THE RECORDS -
________

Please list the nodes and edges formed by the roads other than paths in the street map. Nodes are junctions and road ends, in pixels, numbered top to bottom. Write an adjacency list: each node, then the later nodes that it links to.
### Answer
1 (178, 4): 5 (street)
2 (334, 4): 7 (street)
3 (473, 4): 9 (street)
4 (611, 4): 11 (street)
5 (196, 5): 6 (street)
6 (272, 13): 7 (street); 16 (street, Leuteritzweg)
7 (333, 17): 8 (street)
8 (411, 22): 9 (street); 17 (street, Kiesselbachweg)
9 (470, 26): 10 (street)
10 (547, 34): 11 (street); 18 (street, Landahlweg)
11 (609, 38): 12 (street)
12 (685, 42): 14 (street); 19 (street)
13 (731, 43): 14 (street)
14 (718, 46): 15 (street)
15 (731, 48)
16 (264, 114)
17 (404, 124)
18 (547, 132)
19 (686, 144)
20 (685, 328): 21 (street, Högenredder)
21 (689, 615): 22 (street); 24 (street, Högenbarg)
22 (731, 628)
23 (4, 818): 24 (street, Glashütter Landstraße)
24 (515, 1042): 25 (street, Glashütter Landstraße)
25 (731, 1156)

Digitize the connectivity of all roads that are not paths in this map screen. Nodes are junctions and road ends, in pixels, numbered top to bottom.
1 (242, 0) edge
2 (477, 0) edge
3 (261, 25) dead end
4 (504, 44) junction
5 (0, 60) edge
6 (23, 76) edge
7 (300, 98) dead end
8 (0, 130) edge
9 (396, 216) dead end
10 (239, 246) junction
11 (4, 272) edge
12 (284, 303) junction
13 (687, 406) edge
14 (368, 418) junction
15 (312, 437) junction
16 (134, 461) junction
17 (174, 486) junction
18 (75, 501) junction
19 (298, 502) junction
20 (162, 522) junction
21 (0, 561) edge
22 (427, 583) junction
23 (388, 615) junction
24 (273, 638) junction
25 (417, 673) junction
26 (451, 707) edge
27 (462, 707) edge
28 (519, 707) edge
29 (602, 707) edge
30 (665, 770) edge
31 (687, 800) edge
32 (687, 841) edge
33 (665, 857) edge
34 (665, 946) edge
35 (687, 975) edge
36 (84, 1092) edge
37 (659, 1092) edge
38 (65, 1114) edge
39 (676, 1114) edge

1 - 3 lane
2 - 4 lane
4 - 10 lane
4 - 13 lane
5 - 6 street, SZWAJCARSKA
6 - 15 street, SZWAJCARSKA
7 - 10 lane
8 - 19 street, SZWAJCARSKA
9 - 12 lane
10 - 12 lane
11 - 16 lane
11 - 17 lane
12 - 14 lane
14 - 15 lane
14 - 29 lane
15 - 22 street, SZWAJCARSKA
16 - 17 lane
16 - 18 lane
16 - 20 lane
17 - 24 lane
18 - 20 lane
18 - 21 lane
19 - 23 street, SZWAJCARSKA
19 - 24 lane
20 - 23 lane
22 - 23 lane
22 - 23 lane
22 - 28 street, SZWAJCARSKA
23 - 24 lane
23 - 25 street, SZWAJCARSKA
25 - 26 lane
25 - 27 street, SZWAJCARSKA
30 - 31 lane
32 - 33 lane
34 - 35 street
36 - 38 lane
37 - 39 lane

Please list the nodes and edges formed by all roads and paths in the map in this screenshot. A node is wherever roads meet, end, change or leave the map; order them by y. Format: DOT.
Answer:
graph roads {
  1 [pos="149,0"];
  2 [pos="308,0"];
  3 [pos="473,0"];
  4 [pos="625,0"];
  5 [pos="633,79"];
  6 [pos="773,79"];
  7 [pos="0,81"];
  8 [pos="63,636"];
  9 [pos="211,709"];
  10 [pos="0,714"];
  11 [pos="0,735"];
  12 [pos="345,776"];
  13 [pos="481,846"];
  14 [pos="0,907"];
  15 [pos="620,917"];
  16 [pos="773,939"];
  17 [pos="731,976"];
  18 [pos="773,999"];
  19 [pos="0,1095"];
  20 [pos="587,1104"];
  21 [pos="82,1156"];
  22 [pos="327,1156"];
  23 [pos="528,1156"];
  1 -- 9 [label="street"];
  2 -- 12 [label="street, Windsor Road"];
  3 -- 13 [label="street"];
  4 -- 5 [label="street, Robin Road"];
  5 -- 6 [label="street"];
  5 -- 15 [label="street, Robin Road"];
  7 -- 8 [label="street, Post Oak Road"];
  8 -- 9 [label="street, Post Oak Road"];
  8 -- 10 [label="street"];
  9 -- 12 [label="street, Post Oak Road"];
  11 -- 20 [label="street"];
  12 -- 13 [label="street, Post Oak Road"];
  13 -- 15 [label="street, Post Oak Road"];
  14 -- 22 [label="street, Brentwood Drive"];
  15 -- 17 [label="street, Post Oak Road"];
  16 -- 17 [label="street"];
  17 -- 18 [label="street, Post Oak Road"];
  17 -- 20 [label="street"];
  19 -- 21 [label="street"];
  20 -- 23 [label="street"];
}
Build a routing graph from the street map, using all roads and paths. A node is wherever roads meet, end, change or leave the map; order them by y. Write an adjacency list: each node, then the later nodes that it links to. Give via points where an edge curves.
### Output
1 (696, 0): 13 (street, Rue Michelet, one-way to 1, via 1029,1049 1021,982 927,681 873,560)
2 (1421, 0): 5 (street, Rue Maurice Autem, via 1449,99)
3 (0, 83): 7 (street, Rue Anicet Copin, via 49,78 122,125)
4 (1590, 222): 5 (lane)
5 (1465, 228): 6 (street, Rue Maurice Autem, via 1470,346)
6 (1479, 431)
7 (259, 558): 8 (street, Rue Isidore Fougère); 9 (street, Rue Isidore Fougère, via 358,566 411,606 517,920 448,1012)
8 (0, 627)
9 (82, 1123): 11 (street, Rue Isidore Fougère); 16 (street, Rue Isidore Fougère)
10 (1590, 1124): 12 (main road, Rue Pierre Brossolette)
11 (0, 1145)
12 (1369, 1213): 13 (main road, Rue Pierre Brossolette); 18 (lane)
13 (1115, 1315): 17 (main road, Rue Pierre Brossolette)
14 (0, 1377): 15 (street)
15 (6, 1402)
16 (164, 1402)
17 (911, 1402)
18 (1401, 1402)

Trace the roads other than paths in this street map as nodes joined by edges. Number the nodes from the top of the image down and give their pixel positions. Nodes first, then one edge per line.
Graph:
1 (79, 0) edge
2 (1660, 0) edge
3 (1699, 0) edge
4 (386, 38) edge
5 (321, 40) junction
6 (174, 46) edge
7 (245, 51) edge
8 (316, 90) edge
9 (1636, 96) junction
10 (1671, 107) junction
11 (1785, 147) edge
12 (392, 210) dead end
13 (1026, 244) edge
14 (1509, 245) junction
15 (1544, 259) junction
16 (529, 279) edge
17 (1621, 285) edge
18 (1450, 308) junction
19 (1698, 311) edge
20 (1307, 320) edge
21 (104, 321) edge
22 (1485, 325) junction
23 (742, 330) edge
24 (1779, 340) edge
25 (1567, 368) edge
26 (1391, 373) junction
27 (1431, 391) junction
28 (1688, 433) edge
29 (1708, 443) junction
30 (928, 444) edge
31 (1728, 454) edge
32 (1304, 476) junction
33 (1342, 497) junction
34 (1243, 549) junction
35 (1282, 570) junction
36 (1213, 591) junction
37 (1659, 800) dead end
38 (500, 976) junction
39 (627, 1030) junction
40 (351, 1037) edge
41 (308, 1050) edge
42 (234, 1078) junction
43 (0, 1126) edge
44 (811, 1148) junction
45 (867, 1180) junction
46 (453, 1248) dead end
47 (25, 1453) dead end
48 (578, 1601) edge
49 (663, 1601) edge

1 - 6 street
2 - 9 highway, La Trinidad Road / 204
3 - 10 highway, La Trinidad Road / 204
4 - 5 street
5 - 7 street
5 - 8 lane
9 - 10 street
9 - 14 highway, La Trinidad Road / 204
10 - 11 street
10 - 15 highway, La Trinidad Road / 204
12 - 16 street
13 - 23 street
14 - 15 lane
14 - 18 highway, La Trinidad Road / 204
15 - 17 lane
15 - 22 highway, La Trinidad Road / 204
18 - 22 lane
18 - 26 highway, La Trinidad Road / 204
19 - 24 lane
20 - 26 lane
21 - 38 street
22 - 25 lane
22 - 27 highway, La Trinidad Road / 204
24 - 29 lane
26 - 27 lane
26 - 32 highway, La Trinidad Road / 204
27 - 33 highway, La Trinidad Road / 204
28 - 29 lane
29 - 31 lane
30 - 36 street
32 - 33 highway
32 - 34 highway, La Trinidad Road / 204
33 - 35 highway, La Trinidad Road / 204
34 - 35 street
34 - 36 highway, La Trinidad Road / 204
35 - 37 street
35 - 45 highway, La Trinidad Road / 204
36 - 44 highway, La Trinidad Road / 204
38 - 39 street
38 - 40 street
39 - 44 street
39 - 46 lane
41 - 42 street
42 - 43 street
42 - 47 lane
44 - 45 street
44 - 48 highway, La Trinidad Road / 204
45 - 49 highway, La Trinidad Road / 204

________

Copy whichever lines above contain the string "Robin".

WRITTEN RESPONSE -
  4 -- 5 [label="street, Robin Road"];
  5 -- 15 [label="street, Robin Road"];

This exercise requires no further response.